Surrounded by a white picket fence and shaded by a dozen Monterey pines, the pet cemetery contains a variety of grave markers, most of which mimic those found in official military cemeteries. Most markers are wooden, painted white with large black stenciled lettering. Some headstones provide evidence of the pets’ military lifestyle, listing birthplaces like China, England, Australia, and Germany. Many markers include family names and owners’ ranks, which include majors, colonels and generals. Some contain only a simple epitaph, such as “A GI pet. He did his time.” Like many military cemeteries, there are markers and tributes to several “unknowns”

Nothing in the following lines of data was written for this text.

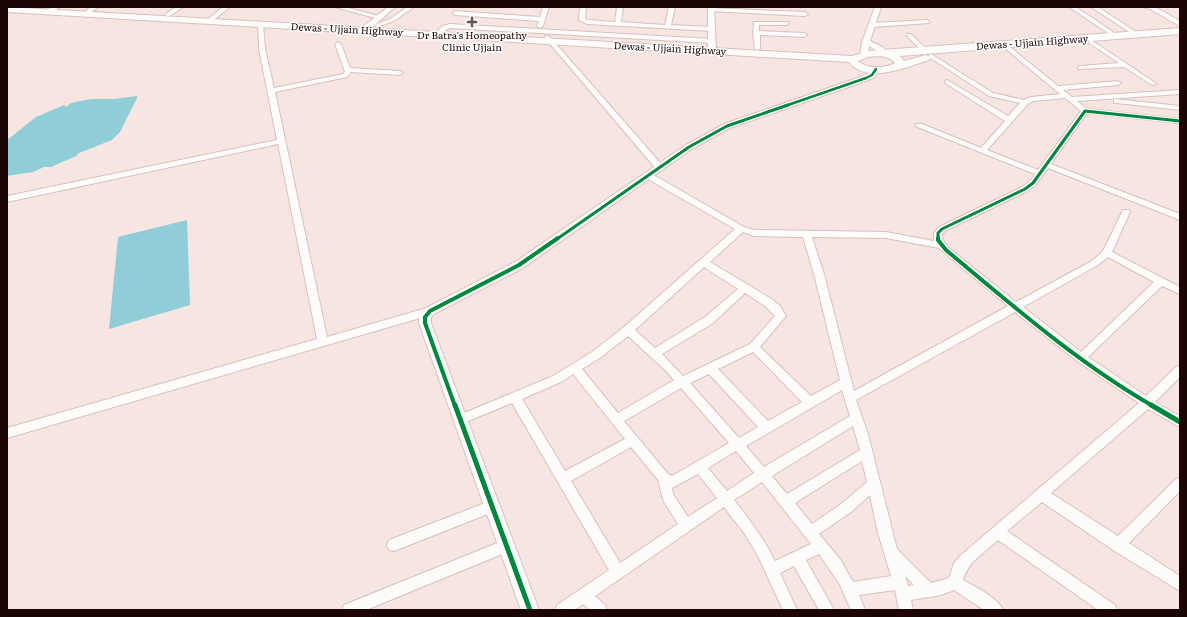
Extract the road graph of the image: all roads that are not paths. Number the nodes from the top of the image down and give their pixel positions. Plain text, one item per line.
1 (26, 7) edge
2 (180, 7) edge
3 (218, 7) edge
4 (227, 7) edge
5 (338, 7) edge
6 (392, 7) edge
7 (398, 7) edge
8 (411, 7) edge
9 (460, 7) edge
10 (494, 7) edge
11 (546, 7) edge
12 (583, 7) edge
13 (620, 7) edge
14 (672, 7) edge
15 (878, 7) edge
16 (1072, 7) edge
17 (1094, 7) edge
18 (1145, 7) edge
19 (711, 8) edge
20 (7, 9) edge
21 (48, 9) edge
22 (92, 9) edge
23 (455, 13) junction
24 (805, 14) dead end
25 (168, 15) junction
26 (487, 16) junction
27 (207, 19) junction
28 (542, 19) junction
29 (927, 22) dead end
30 (618, 23) junction
31 (786, 23) dead end
32 (260, 24) junction
33 (1180, 24) edge
34 (873, 25) junction
35 (333, 26) junction
36 (372, 26) junction
37 (668, 26) junction
38 (442, 29) junction
39 (711, 29) junction
40 (539, 30) junction
41 (1180, 31) edge
42 (756, 33) junction
43 (1136, 34) junction
44 (1180, 34) edge
45 (804, 35) dead end
46 (909, 35) dead end
47 (1116, 36) junction
48 (549, 39) junction
49 (866, 42) junction
50 (1091, 42) junction
51 (338, 44) dead end
52 (712, 46) junction
53 (1006, 46) junction
54 (757, 50) junction
55 (884, 54) junction
56 (928, 54) junction
57 (860, 57) junction
58 (1126, 65) junction
59 (898, 66) junction
60 (861, 67) junction
61 (1080, 68) dead end
62 (347, 70) junction
63 (876, 70) junction
64 (400, 73) dead end
65 (856, 81) junction
66 (947, 82) dead end
67 (1118, 83) dead end
68 (1154, 84) dead end
69 (1057, 88) junction
70 (270, 91) junction
71 (1180, 92) edge
72 (1168, 93) junction
73 (1180, 95) edge
74 (1097, 97) junction
75 (1068, 98) junction
76 (1024, 102) junction
77 (1180, 108) edge
78 (1085, 111) junction
79 (1009, 120) junction
80 (1180, 120) edge
81 (919, 126) dead end
82 (282, 141) junction
83 (982, 151) junction
84 (1046, 165) junction
85 (660, 168) junction
86 (1038, 173) junction
87 (649, 176) junction
88 (7, 199) edge
89 (1126, 212) dead end
90 (1180, 217) edge
91 (741, 229) junction
92 (807, 235) junction
93 (941, 245) junction
94 (1107, 253) junction
95 (704, 263) junction
96 (1161, 281) junction
97 (745, 288) junction
98 (1180, 291) edge
99 (1015, 307) junction
100 (430, 311) junction
101 (628, 330) junction
102 (323, 341) junction
103 (754, 347) junction
104 (654, 353) junction
105 (1080, 358) junction
106 (710, 368) junction
107 (575, 369) junction
108 (1180, 370) edge
109 (681, 382) junction
110 (846, 382) junction
111 (515, 397) junction
112 (850, 398) junction
113 (810, 402) junction
114 (1147, 403) junction
115 (857, 418) junction
116 (460, 419) junction
117 (616, 419) junction
118 (1180, 422) edge
119 (767, 428) junction
120 (7, 433) edge
121 (633, 440) junction
122 (738, 445) junction
123 (866, 452) junction
124 (700, 467) junction
125 (763, 474) junction
126 (564, 478) junction
127 (664, 478) junction
128 (1180, 483) edge
129 (873, 485) junction
130 (1041, 494) junction
131 (726, 499) junction
132 (786, 502) junction
133 (493, 506) junction
134 (687, 526) junction
135 (811, 532) junction
136 (997, 532) junction
137 (394, 545) dead end
138 (507, 545) junction
139 (1118, 545) junction
140 (821, 546) junction
141 (891, 553) junction
142 (797, 558) junction
143 (772, 570) junction
144 (618, 573) junction
145 (955, 583) junction
146 (1180, 584) edge
147 (902, 588) junction
148 (928, 589) junction
149 (850, 590) junction
150 (584, 595) junction
151 (987, 607) edge
152 (349, 610) edge
153 (530, 610) edge
154 (562, 610) edge
155 (600, 610) edge
156 (790, 610) edge
157 (827, 610) edge
158 (858, 610) edge
159 (906, 610) edge
160 (1110, 610) edge

1 - 21 main road, Dewas - Ujjain Highway
2 - 25 street
3 - 27 street
4 - 27 street
5 - 36 street
6 - 36 street
7 - 36 street
8 - 36 street
9 - 23 street
10 - 26 street
11 - 28 street
12 - 30 street
13 - 30 street
14 - 37 street
15 - 34 street
16 - 47 street
17 - 43 street
18 - 33 street
19 - 24 street
19 - 39 street
20 - 21 main road, Dewas - Ujjain Highway
21 - 22 main road, Dewas - Ujjain Highway
21 - 27 main road, Dewas - Ujjain Highway
22 - 25 main road, Dewas - Ujjain Highway
23 - 26 street
23 - 38 street
25 - 27 main road, Dewas - Ujjain Highway
26 - 28 street
27 - 32 main road, Dewas - Ujjain Highway
27 - 35 main road, Dewas - Ujjain Highway
28 - 40 street
29 - 34 street
30 - 37 street
31 - 42 street
32 - 35 main road, Dewas - Ujjain Highway
32 - 70 street
34 - 49 street
35 - 36 main road, Dewas - Ujjain Highway
36 - 38 main road, Dewas - Ujjain Highway
36 - 48 main road, Dewas - Ujjain Highway
37 - 39 street
38 - 40 street
38 - 48 main road, Dewas - Ujjain Highway
39 - 52 street
40 - 52 street
41 - 43 main road, Dewas - Ujjain Highway
42 - 45 street
42 - 54 street
43 - 47 main road, Dewas - Ujjain Highway
44 - 50 main road, Dewas - Ujjain Highway
46 - 56 street
47 - 53 main road, Dewas - Ujjain Highway
48 - 52 main road, Dewas - Ujjain Highway
48 - 85 street
49 - 55 street
49 - 57 street
50 - 53 main road, Dewas - Ujjain Highway
50 - 58 street
51 - 62 street
52 - 54 main road, Dewas - Ujjain Highway
52 - 57 main road, Dewas - Ujjain Highway
53 - 56 main road, Dewas - Ujjain Highway
53 - 69 street
54 - 57 main road, Dewas - Ujjain Highway
55 - 56 main road, Dewas - Ujjain Highway
55 - 57 main road, Dewas - Ujjain Highway
55 - 59 main road
56 - 59 main road, Dewas - Ujjain Highway
56 - 76 street
57 - 60 main road
58 - 61 street
58 - 68 street
59 - 63 main road, Dewas - Ujjain Highway
60 - 63 main road, Dewas - Ujjain Highway
60 - 65 street
62 - 64 street
62 - 70 street
63 - 65 street
65 - 85 street
66 - 79 street
67 - 69 street
69 - 75 street
70 - 82 street
71 - 72 street
72 - 73 street
72 - 74 street
74 - 75 street
74 - 77 street
75 - 76 street
75 - 78 street
76 - 79 street
78 - 80 street
78 - 84 street
79 - 83 street
81 - 83 street
82 - 88 street
82 - 102 street
83 - 86 street
84 - 86 street
84 - 90 street
85 - 87 street
86 - 93 street
87 - 91 street
87 - 100 street
89 - 94 street
91 - 92 street
91 - 95 street
92 - 93 street
92 - 110 street
93 - 99 street
94 - 96 street
94 - 99 street
95 - 97 street
95 - 101 street
96 - 98 street
96 - 105 street
97 - 103 street
97 - 104 street
99 - 105 street
99 - 112 street
100 - 102 street
100 - 116 street
101 - 104 street
101 - 107 street
102 - 120 street
103 - 106 street
103 - 113 street
104 - 109 street
105 - 114 street
106 - 109 street
106 - 119 street
107 - 111 street
107 - 117 street
108 - 114 street
109 - 117 street
109 - 122 street
110 - 112 street
110 - 113 street
111 - 116 street
111 - 126 street
112 - 115 street
113 - 119 street
114 - 118 street
114 - 130 street
115 - 123 street
115 - 125 street
116 - 133 street
117 - 121 street
119 - 122 street
121 - 126 street
121 - 127 street
122 - 124 street
122 - 125 street
123 - 129 street
123 - 132 street
124 - 127 street
124 - 131 street
125 - 131 street
125 - 132 street
126 - 144 street
127 - 134 street
128 - 139 street
129 - 135 street
129 - 141 street
130 - 136 street
130 - 139 street
131 - 134 street
131 - 143 street
132 - 135 street
133 - 137 street
133 - 138 street
134 - 144 street
135 - 140 street
136 - 145 street
136 - 160 street
138 - 152 street
138 - 153 street
139 - 146 street
140 - 142 street
140 - 149 street
141 - 147 street
141 - 148 street
142 - 143 street
142 - 157 street
143 - 156 street
144 - 150 street
145 - 148 street
145 - 151 street
147 - 148 street
147 - 149 street
147 - 159 street
149 - 158 street
150 - 154 street
150 - 155 street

A pet cemetery is not unknown on an Army base, but there are no existing records for the Presidio’s pet cemetery. Consequently legends have developed alluding to burial grounds for 19th century cavalry horses or World War II guard dogs. The oldest markers date only to the early 1950s, when the Presidio was under command of Lt. General Joseph M. Swing, and some give him credit for the authorization of the pet cemetery. Most pet owners don’t recall any particular Army regulations for pet burial; they simply found a suitable spot for their pet’s final resting place.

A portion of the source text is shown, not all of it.